[Records for processing Boundary: Start]
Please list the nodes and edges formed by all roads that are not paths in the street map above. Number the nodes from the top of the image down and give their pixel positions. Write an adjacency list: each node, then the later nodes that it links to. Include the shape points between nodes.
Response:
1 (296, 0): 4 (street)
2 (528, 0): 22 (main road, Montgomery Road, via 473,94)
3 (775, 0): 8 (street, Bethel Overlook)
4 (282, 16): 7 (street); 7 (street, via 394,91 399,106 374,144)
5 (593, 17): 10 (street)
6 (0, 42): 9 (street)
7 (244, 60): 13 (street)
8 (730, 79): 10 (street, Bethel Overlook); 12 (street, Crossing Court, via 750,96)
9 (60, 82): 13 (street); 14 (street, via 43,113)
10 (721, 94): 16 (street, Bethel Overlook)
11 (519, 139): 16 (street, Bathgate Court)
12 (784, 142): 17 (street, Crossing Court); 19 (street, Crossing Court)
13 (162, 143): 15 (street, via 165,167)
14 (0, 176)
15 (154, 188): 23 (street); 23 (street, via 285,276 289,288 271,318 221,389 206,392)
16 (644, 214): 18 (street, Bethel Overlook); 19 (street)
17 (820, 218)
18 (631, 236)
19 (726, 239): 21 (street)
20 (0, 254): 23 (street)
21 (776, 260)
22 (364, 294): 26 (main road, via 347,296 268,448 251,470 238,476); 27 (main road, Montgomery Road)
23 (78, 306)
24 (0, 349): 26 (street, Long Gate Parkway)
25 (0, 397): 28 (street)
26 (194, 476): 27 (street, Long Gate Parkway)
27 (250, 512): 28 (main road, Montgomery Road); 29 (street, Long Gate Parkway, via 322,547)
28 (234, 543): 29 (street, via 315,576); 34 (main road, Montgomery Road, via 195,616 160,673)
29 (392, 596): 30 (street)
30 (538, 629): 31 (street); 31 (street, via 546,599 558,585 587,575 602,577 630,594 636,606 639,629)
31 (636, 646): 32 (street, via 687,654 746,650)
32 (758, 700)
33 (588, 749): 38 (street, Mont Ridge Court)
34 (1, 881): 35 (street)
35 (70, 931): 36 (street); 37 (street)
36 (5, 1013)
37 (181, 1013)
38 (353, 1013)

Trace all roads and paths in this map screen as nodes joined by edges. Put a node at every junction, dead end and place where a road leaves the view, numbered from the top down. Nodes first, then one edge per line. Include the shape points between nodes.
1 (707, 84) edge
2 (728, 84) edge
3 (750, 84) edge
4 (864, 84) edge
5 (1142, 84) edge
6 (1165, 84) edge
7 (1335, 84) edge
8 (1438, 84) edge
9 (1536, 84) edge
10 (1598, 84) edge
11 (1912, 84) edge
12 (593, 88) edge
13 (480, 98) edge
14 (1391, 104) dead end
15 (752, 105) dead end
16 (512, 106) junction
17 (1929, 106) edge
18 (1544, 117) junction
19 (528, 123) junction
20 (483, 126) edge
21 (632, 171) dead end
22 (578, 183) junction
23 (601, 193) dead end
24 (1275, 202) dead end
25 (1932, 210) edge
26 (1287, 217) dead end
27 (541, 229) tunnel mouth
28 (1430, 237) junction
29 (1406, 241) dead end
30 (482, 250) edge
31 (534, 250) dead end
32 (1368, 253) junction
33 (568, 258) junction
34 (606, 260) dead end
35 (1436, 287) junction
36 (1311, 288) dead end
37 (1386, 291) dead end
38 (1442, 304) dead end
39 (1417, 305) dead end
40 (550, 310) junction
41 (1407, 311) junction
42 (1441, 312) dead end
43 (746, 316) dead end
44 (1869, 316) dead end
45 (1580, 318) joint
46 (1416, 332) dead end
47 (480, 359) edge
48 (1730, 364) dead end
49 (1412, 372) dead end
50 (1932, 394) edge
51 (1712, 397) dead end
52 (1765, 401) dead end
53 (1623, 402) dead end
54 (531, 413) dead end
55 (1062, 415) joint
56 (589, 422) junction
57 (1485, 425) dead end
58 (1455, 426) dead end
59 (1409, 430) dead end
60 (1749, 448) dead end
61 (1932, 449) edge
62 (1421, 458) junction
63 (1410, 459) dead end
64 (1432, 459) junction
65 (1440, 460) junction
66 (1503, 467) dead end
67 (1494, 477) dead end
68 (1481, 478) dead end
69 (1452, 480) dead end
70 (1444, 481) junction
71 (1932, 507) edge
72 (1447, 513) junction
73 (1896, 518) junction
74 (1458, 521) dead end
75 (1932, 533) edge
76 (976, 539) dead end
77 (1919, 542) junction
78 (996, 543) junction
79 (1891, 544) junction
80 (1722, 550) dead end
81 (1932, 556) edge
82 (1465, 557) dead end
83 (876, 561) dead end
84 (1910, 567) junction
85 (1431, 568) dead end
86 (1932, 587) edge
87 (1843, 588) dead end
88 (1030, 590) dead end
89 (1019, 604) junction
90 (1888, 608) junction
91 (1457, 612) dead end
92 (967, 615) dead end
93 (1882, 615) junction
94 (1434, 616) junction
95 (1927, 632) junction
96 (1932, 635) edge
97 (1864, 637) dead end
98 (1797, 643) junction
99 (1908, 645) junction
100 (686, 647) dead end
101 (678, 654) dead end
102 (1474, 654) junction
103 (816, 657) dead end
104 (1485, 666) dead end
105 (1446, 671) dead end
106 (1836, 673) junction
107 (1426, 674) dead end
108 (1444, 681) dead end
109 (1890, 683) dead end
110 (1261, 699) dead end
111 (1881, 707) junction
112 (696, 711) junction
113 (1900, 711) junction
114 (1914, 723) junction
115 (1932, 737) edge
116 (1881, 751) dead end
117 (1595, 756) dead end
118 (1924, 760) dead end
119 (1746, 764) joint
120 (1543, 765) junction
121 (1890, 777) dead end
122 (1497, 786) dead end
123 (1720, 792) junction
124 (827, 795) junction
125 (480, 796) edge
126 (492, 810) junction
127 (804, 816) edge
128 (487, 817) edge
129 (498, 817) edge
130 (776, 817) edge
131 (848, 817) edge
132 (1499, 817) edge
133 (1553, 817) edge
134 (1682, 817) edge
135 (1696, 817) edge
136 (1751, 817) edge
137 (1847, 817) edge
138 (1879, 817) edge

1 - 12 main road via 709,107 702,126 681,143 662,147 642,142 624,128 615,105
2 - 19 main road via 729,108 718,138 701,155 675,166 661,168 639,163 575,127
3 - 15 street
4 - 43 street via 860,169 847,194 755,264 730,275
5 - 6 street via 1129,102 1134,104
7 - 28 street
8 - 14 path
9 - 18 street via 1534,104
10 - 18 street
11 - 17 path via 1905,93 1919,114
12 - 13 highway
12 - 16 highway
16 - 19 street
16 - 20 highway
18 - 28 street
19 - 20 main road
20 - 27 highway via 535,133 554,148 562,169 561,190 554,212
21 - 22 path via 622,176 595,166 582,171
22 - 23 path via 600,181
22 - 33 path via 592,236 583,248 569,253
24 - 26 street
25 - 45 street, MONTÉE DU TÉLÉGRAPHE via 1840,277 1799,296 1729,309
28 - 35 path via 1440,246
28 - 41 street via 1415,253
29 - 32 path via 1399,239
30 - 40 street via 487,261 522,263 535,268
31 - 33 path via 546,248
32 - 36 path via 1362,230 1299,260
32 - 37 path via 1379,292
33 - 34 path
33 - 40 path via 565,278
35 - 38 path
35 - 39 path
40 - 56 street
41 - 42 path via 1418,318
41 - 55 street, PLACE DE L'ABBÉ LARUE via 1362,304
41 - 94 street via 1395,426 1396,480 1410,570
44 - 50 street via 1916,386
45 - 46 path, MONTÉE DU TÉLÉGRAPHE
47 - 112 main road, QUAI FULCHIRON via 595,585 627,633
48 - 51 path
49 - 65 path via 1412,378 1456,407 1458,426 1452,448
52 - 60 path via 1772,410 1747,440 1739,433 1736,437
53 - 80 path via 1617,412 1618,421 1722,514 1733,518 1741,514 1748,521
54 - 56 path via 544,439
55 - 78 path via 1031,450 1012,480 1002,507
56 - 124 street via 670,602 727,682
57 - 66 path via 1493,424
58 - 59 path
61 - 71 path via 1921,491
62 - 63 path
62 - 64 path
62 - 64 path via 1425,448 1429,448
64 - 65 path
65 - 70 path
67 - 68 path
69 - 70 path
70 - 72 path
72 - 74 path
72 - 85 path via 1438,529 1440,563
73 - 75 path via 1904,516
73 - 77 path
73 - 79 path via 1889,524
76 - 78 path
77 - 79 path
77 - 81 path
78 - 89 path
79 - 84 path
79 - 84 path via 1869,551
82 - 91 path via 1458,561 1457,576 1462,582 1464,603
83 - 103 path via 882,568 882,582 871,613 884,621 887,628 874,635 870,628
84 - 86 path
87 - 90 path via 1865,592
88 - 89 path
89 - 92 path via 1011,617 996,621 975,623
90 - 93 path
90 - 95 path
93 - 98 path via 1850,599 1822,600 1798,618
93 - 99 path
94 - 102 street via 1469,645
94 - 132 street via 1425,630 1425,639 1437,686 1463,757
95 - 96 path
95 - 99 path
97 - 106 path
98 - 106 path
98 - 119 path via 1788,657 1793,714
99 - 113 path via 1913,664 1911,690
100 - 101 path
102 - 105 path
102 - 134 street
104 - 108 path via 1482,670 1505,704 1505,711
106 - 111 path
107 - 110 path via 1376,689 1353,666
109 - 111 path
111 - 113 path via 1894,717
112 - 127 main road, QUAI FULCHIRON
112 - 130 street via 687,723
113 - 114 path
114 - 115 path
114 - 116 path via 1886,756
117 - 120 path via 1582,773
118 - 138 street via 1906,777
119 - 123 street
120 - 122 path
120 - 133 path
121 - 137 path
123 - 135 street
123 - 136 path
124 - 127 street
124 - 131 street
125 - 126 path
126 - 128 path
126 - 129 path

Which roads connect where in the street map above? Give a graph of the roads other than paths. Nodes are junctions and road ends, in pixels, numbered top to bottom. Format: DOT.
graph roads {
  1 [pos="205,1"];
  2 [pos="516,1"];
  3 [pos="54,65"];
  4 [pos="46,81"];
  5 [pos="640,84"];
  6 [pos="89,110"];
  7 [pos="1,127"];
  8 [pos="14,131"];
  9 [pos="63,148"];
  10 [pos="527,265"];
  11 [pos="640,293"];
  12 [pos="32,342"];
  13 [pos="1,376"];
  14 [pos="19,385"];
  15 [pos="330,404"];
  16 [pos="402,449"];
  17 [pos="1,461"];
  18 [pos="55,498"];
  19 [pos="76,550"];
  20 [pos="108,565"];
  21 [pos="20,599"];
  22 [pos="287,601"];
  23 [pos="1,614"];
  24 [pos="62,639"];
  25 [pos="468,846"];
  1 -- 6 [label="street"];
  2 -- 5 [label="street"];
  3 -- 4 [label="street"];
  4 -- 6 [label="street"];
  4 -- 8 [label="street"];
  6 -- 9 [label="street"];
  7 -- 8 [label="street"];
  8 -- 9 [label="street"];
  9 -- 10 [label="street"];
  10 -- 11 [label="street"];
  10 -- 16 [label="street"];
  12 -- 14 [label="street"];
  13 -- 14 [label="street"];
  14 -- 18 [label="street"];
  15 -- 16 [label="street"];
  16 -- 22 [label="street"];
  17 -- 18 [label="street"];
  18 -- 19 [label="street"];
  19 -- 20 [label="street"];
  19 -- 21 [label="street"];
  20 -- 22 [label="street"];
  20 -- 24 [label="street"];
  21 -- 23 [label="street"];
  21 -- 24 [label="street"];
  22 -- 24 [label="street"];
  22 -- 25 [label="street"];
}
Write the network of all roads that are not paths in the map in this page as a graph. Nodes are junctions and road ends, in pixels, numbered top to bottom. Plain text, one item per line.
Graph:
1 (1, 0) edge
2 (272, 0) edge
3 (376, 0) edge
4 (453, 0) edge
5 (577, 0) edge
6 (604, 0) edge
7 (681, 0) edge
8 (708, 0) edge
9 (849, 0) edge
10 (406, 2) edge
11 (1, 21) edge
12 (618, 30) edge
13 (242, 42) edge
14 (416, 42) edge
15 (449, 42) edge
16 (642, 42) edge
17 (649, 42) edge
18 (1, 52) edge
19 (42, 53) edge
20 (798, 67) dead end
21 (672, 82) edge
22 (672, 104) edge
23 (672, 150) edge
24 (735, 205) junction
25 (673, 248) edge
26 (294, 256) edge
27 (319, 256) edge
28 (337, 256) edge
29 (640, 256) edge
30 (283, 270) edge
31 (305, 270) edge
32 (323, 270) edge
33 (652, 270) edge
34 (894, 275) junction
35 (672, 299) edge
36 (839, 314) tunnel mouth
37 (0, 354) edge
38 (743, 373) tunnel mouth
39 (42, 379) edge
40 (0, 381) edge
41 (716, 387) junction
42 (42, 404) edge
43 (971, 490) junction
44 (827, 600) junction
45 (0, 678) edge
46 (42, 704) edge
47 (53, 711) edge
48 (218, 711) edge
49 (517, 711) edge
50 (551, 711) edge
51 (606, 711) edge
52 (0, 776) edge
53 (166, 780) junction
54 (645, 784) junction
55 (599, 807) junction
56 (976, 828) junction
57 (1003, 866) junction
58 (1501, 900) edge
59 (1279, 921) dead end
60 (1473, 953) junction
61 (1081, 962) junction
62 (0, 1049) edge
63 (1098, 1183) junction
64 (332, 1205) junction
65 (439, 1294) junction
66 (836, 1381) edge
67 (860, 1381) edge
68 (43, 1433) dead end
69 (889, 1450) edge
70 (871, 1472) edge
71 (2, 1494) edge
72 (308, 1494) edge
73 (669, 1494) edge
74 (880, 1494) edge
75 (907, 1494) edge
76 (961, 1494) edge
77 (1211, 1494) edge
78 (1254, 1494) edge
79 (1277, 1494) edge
[Records for processing Boundary: End]
Scan the data, and report each line that uses the word "TÉLÉGRAPHE".

25 - 45 street, MONTÉE DU TÉLÉGRAPHE via 1840,277 1799,296 1729,309
45 - 46 path, MONTÉE DU TÉLÉGRAPHE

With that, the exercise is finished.